Check the appropriate box below if the Form 8-K filing is intended to simultaneously satisfy the filing obligation of the Registrant under any of the following provisions:

 

¨ Written communications pursuant to Rule 425 under the Securities Act (17 CFR 230.425)

 

¨ Soliciting material pursuant to Rule 14a-12 under the Exchange Act (17 CFR 240.14a-12)

 

¨ Pre-commencement communications pursuant to Rule 14d-2(b) under the Exchange Act (17 CFR 240.14d-2(b))

 

¨ Pre-commencement communications pursuant to Rule 13e-4(c) under the Exchange Act (17 CFR 240.13e-4(c))

 

 

 


Item 5.07. Submission of Matters to a Vote of Security Holders.

At the Annual Meeting of the Stockholders of Argan, Inc. which was held on June 20, 2013 (the “2013 Annual Meeting”), the following five (5) matters were resolved by the stockholders of Argan, Inc. (the “Company”).

 

(1) The election of the following eight (8) directors to the Board of Directors of the Company, each to serve until the 2014 Annual Meeting of Stockholders and until his/her successor has been elected and qualified or until his/her earlier resignation, death or removal.

 

   

Rainer H. Bosselmann

 

   

Henry A. Crumpton

 

   

Cynthia A. Flanders

 

   

William F. Griffin, Jr.

 

   

William F. Leimkuhler

 

   

W.G. Champion Mitchell

 

   

James W. Quinn

 

   

Brian R. Sherras

 

(2) The approval of the amendment to the Company’s 2011 Stock Plan (the “Stock Plan”) in order to increase the number of shares of the Company’s common stock reserved for issuance under the Stock Plan from 500,000 to 1,250,000 shares.

 

(3) The ratification of the appointment of Grant Thornton LLP as the Company’s independent registered public accountants for the year ending January 31, 2014.

 

(4) The nonbinding advisory approval of the Company’s executive compensation for the year ended January 31, 2013.

 

(5) The nonbinding advisory approval of a one-year frequency for the nonbinding advisory vote on the Company’s executive compensation.

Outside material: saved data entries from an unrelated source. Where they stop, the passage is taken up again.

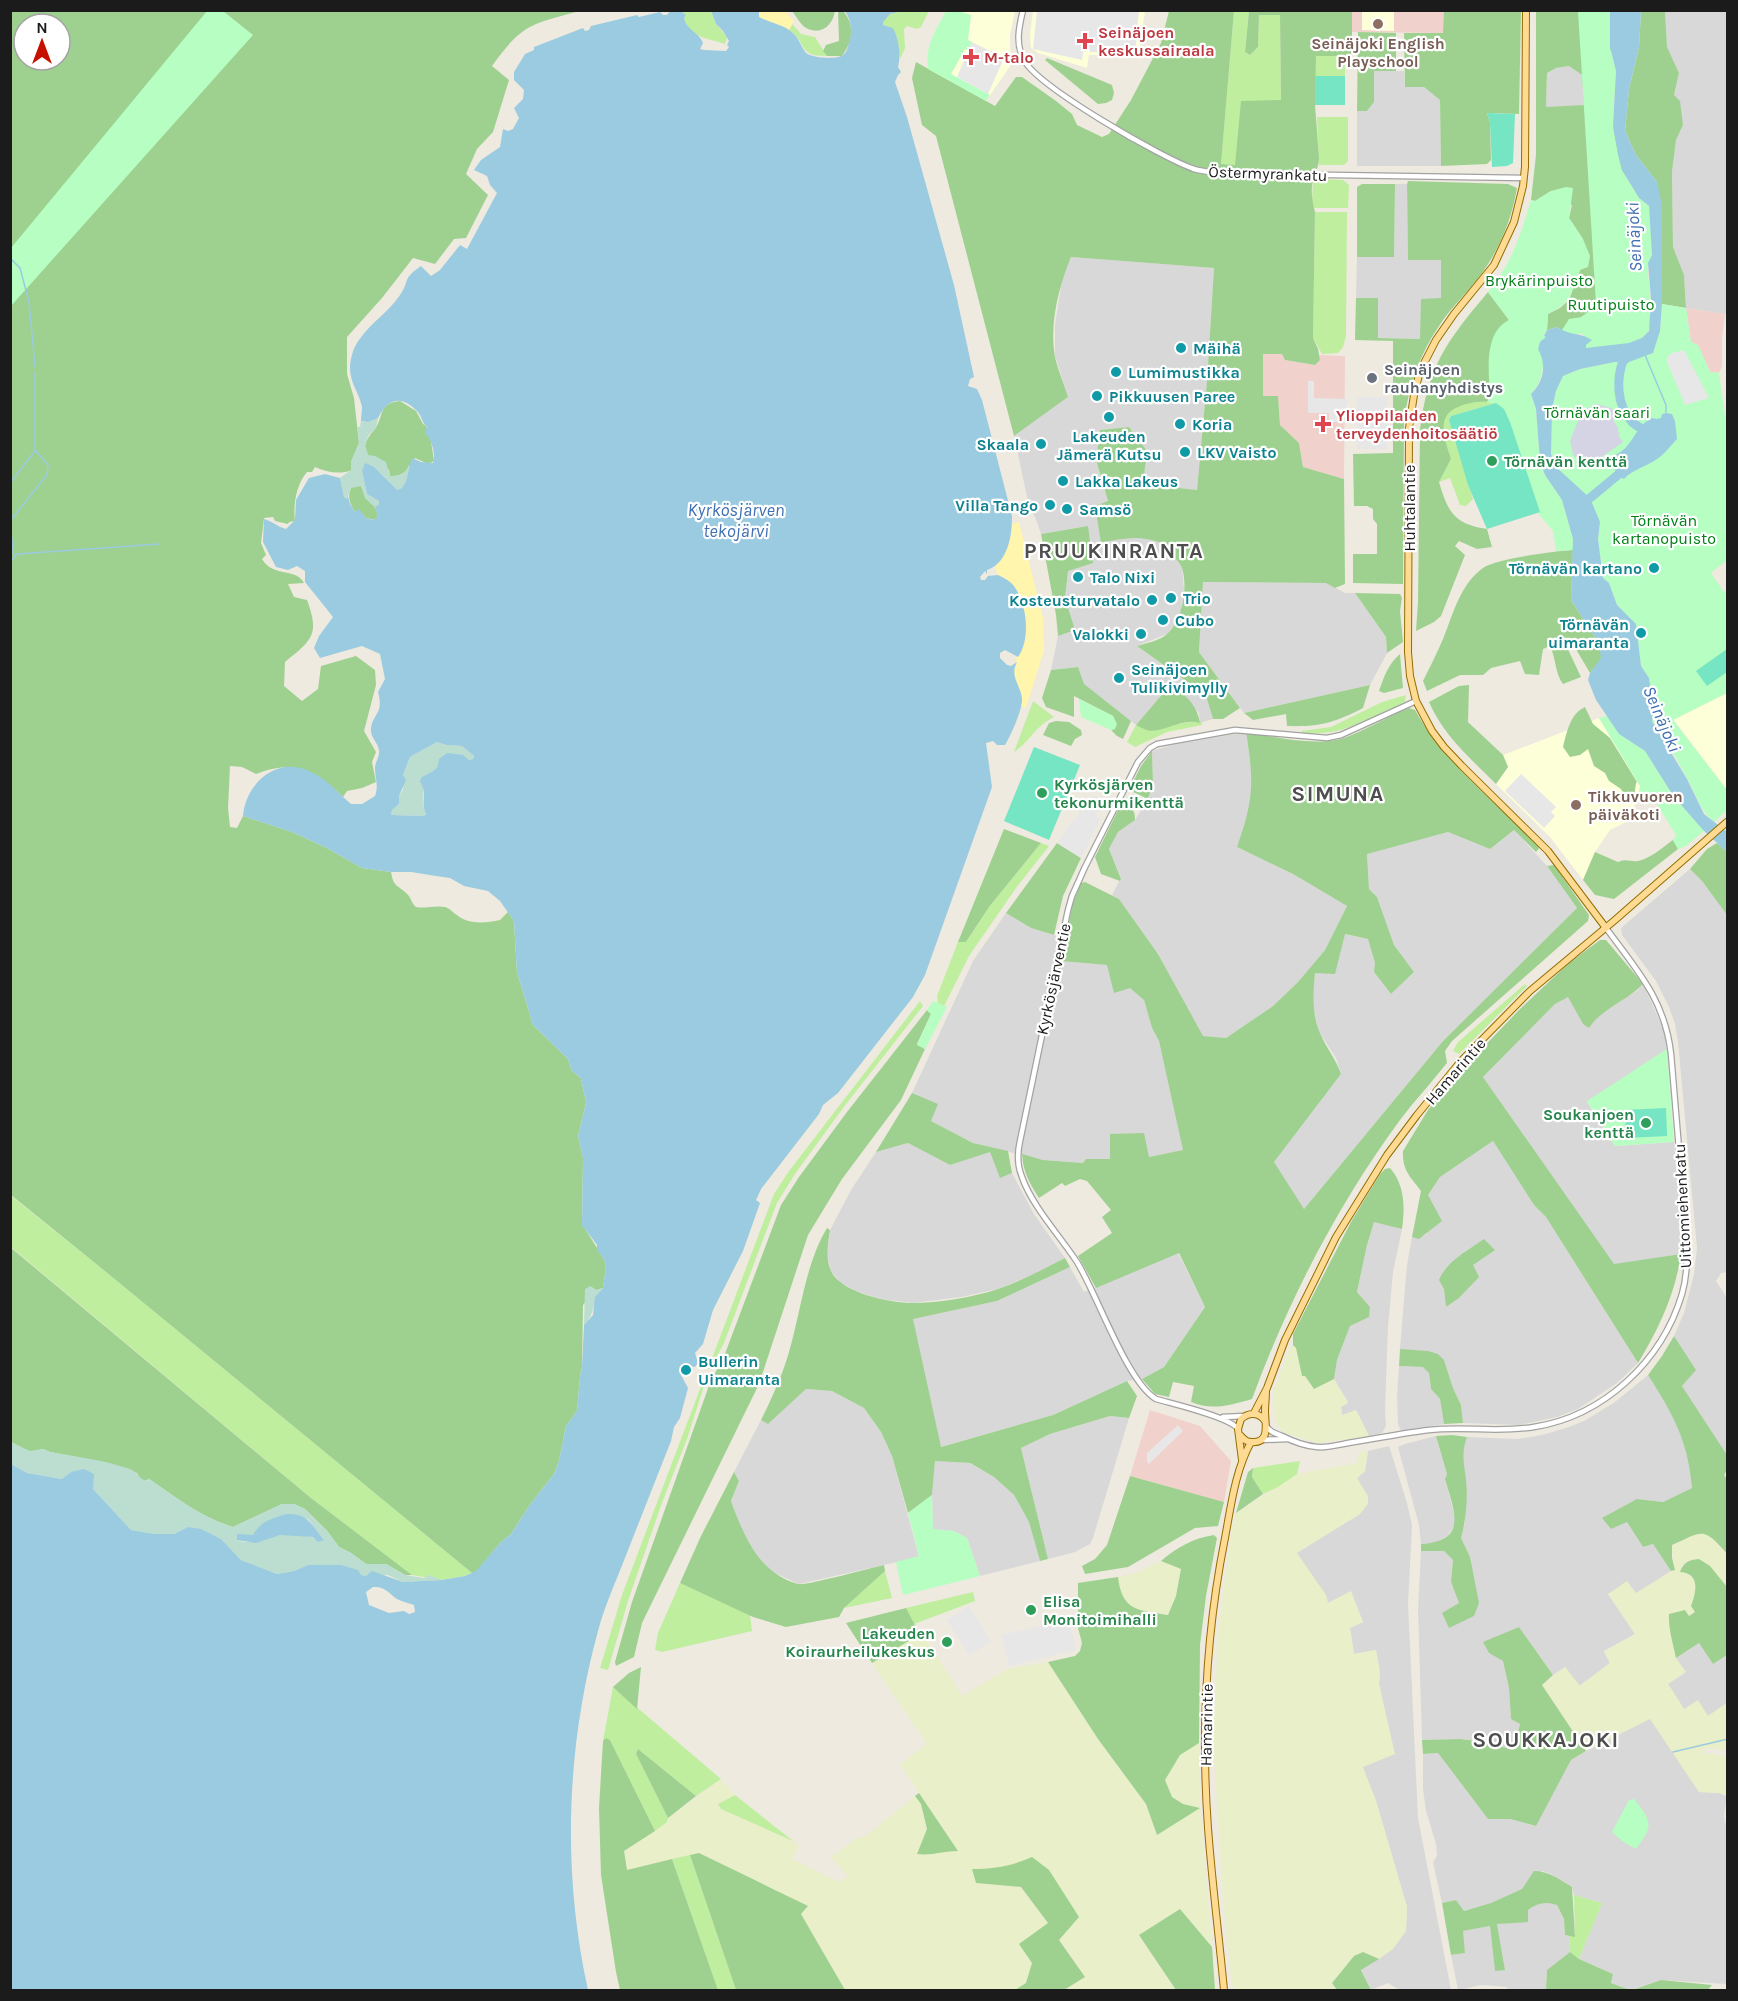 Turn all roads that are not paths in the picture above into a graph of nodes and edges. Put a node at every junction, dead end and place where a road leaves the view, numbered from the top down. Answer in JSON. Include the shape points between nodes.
{"nodes":[{"id":1,"x":1023,"y":10,"type":"edge"},
{"id":2,"x":1526,"y":10,"type":"edge"},
{"id":3,"x":1524,"y":178,"type":"junction"},
{"id":4,"x":1416,"y":701,"type":"junction"},
{"id":5,"x":1728,"y":821,"type":"edge"},
{"id":6,"x":1606,"y":928,"type":"junction"},
{"id":7,"x":1267,"y":1388,"type":"junction"},
{"id":8,"x":1254,"y":1413,"type":"junction"},
{"id":9,"x":1244,"y":1416,"type":"junction"},
{"id":10,"x":1220,"y":1418,"type":"junction"},
{"id":11,"x":1266,"y":1424,"type":"junction"},
{"id":12,"x":1239,"y":1431,"type":"junction"},
{"id":13,"x":1287,"y":1439,"type":"junction"},
{"id":14,"x":1261,"y":1440,"type":"junction"},
{"id":15,"x":1251,"y":1442,"type":"junction"},
{"id":16,"x":1242,"y":1462,"type":"junction"},
{"id":17,"x":1224,"y":1990,"type":"edge"}],
"edges":[{"from":1,"to":3,"type":"street","name":"Östermyrankatu","via":[[1018,37],[1027,66],[1102,121],[1192,168],[1216,173]]},
{"from":2,"to":3,"type":"main road","name":"Huhtalantie"},
{"from":3,"to":4,"type":"main road","name":"Huhtalantie","via":[[1502,252],[1436,340],[1420,371],[1414,395],[1409,428],[1408,652]]},
{"from":4,"to":6,"type":"main road","name":"Huhtalantie","via":[[1444,747],[1548,851]]},
{"from":4,"to":10,"type":"street","name":"Kyrkösjärventie","via":[[1327,738],[1235,730],[1150,748],[1138,762],[1068,910],[1018,1147],[1021,1177],[1081,1269],[1148,1394]]},
{"from":5,"to":6,"type":"main road","name":"Hamarintie"},
{"from":6,"to":7,"type":"main road","name":"Hamarintie","via":[[1530,991],[1483,1038],[1387,1155],[1336,1237],[1285,1341]]},
{"from":6,"to":13,"type":"street","name":"Uittomiehenkatu","via":[[1650,988],[1669,1039],[1687,1261],[1682,1294],[1664,1336],[1641,1368],[1614,1393],[1559,1421],[1515,1430],[1428,1430],[1323,1447]]},
{"from":7,"to":8,"type":"main road","name":"Hamarintie"},
{"from":7,"to":11,"type":"main road","name":"Hamarintie"},
{"from":8,"to":9,"type":"main road"},
{"from":8,"to":11,"type":"main road"},
{"from":9,"to":10,"type":"street","name":"Kyrkösjärventie"},
{"from":9,"to":12,"type":"main road"},
{"from":10,"to":12,"type":"street","name":"Kyrkösjärventie","via":[[1235,1424]]},
{"from":11,"to":13,"type":"street","name":"Uittomiehenkatu","via":[[1270,1431]]},
{"from":11,"to":14,"type":"main road"},
{"from":12,"to":15,"type":"main road"},
{"from":12,"to":16,"type":"main road","name":"Hamarintie"},
{"from":13,"to":14,"type":"street","name":"Uittomiehenkatu"},
{"from":14,"to":15,"type":"main road"},
{"from":15,"to":16,"type":"main road","name":"Hamarintie"},
{"from":16,"to":17,"type":"main road","name":"Hamarintie","via":[[1214,1602],[1205,1709],[1208,1827]]}]} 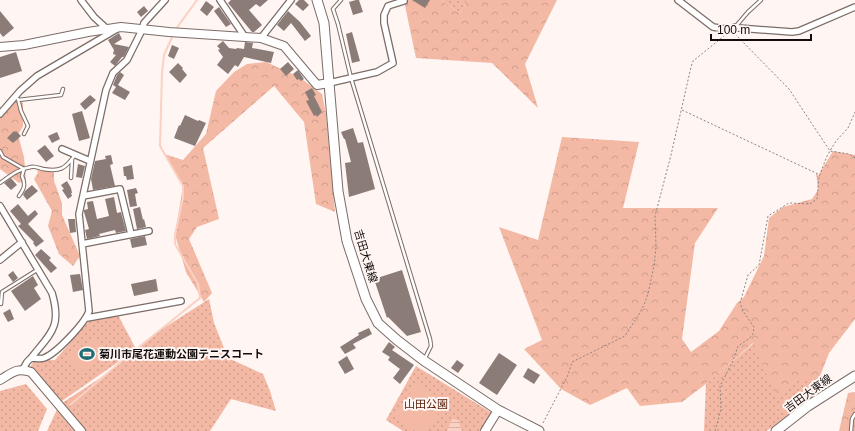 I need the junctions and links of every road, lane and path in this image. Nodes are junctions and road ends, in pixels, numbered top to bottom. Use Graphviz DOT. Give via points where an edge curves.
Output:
graph roads {
  1 [pos="81,0"];
  2 [pos="165,0"];
  3 [pos="220,0"];
  4 [pos="291,0"];
  5 [pos="317,0"];
  6 [pos="341,0"];
  7 [pos="678,0"];
  8 [pos="761,0"];
  9 [pos="404,1"];
  10 [pos="855,6"];
  11 [pos="121,27"];
  12 [pos="106,28"];
  13 [pos="733,28"];
  14 [pos="142,30"];
  15 [pos="245,37"];
  16 [pos="261,38"];
  17 [pos="0,47"];
  18 [pos="351,78"];
  19 [pos="329,83"];
  20 [pos="63,89"];
  21 [pos="18,97"];
  22 [pos="681,110"];
  23 [pos="855,112"];
  24 [pos="0,114"];
  25 [pos="24,134"];
  26 [pos="62,149"];
  27 [pos="0,151"];
  28 [pos="830,151"];
  29 [pos="74,157"];
  30 [pos="855,158"];
  31 [pos="90,161"];
  32 [pos="24,169"];
  33 [pos="818,174"];
  34 [pos="71,178"];
  35 [pos="0,183"];
  36 [pos="19,196"];
  37 [pos="83,196"];
  38 [pos="0,206"];
  39 [pos="149,231"];
  40 [pos="131,234"];
  41 [pos="22,242"];
  42 [pos="82,244"];
  43 [pos="0,260"];
  44 [pos="38,269"];
  45 [pos="181,301"];
  46 [pos="1,304"];
  47 [pos="87,318"];
  48 [pos="31,358"];
  49 [pos="424,361"];
  50 [pos="23,369"];
  51 [pos="855,376"];
  52 [pos="0,380"];
  53 [pos="498,410"];
  54 [pos="855,414"];
  55 [pos="81,431"];
  56 [pos="485,431"];
  57 [pos="539,431"];
  58 [pos="715,431"];
  59 [pos="776,431"];
  60 [pos="851,431"];
  1 -- 12 [label="street"];
  2 -- 14 [label="street" via="144,23"];
  3 -- 15 [label="street"];
  4 -- 16 [label="street"];
  5 -- 19 [label="main road, 吉田大東線" via="324,23"];
  6 -- 18 [label="lane" via="333,9"];
  7 -- 13 [label="street" via="713,27"];
  8 -- 13 [label="lane"];
  9 -- 18 [label="street" via="388,6 384,15 393,63 377,72"];
  10 -- 13 [label="street" via="792,32"];
  11 -- 12 [label="street"];
  11 -- 14 [label="street"];
  11 -- 21 [label="street" via="37,76"];
  12 -- 17 [label="street" via="24,45"];
  13 -- 22 [label="path" via="694,61"];
  13 -- 28 [label="path" via="761,62 789,90"];
  14 -- 15 [label="street"];
  14 -- 31 [label="street" via="127,60 113,73 106,90"];
  15 -- 16 [label="street"];
  16 -- 19 [label="street" via="284,46 317,85"];
  18 -- 19 [label="street"];
  18 -- 49 [label="lane" via="430,338 431,346"];
  19 -- 49 [label="main road, 吉田大東線" via="338,191 347,241 366,299 378,324"];
  20 -- 21 [label="lane" via="61,95"];
  21 -- 24 [label="street"];
  21 -- 25 [label="lane" via="28,126"];
  22 -- 33 [label="path"];
  22 -- 57 [label="path" via="655,216 654,266 644,305 625,336 572,362 568,375"];
  23 -- 28 [label="path" via="848,128"];
  26 -- 29 [label="street"];
  27 -- 32 [label="lane" via="4,157"];
  28 -- 30 [label="path" via="849,154"];
  28 -- 58 [label="path" via="819,177 818,199 810,204 789,203 768,216 759,265 748,275 740,303 754,328 753,334 738,346 720,386 720,409"];
  29 -- 31 [label="street"];
  29 -- 32 [label="lane" via="63,169 32,166"];
  29 -- 34 [label="lane"];
  31 -- 37 [label="street"];
  32 -- 35 [label="lane"];
  32 -- 36 [label="lane" via="24,189"];
  37 -- 40 [label="street" via="120,189"];
  37 -- 42 [label="street" via="79,214"];
  38 -- 41 [label="street"];
  39 -- 40 [label="street"];
  40 -- 42 [label="street"];
  41 -- 43 [label="street"];
  41 -- 44 [label="street"];
  42 -- 47 [label="street" via="89,311"];
  44 -- 46 [label="lane" via="2,292"];
  44 -- 48 [label="street" via="52,293 57,315 54,328"];
  45 -- 47 [label="street"];
  47 -- 48 [label="street" via="58,349 44,358"];
  48 -- 50 [label="street"];
  49 -- 53 [label="main road, 吉田大東線"];
  50 -- 52 [label="street" via="14,371"];
  50 -- 55 [label="street" via="31,372"];
  51 -- 59 [label="main road, 吉田大東線" via="814,402"];
  53 -- 56 [label="street"];
  53 -- 57 [label="main road, 吉田大東線"];
  54 -- 60 [label="lane"];
}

A schedule presenting the number of votes cast by the Company’s stockholders is attached to this report as Exhibit 99.1 and incorporated herein by reference.

Item 9.01. Financial Statements and Exhibits.

(d) Exhibits.

 

Exhibit No.

  

Description

99.1    Results of the Voting at the 2013 Annual Meeting of the Stockholders of Argan, Inc.


SIGNATURES

Pursuant to the requirements of the Securities Exchange Act of 1934, the Registrant has duly caused this report to be signed on its behalf by the undersigned hereunto duly authorized.

 

    ARGAN, INC.
Date: June 26, 2013     By:  

 /s/ Arthur F. Trudel

      Arthur F. Trudel
     

Senior Vice President and

Chief Financial Officer


EXHIBIT INDEX

 

Exhibit No.

  

Description

99.1    Results of the Voting at the 2013 Annual Meeting of the Stockholders of Argan, Inc.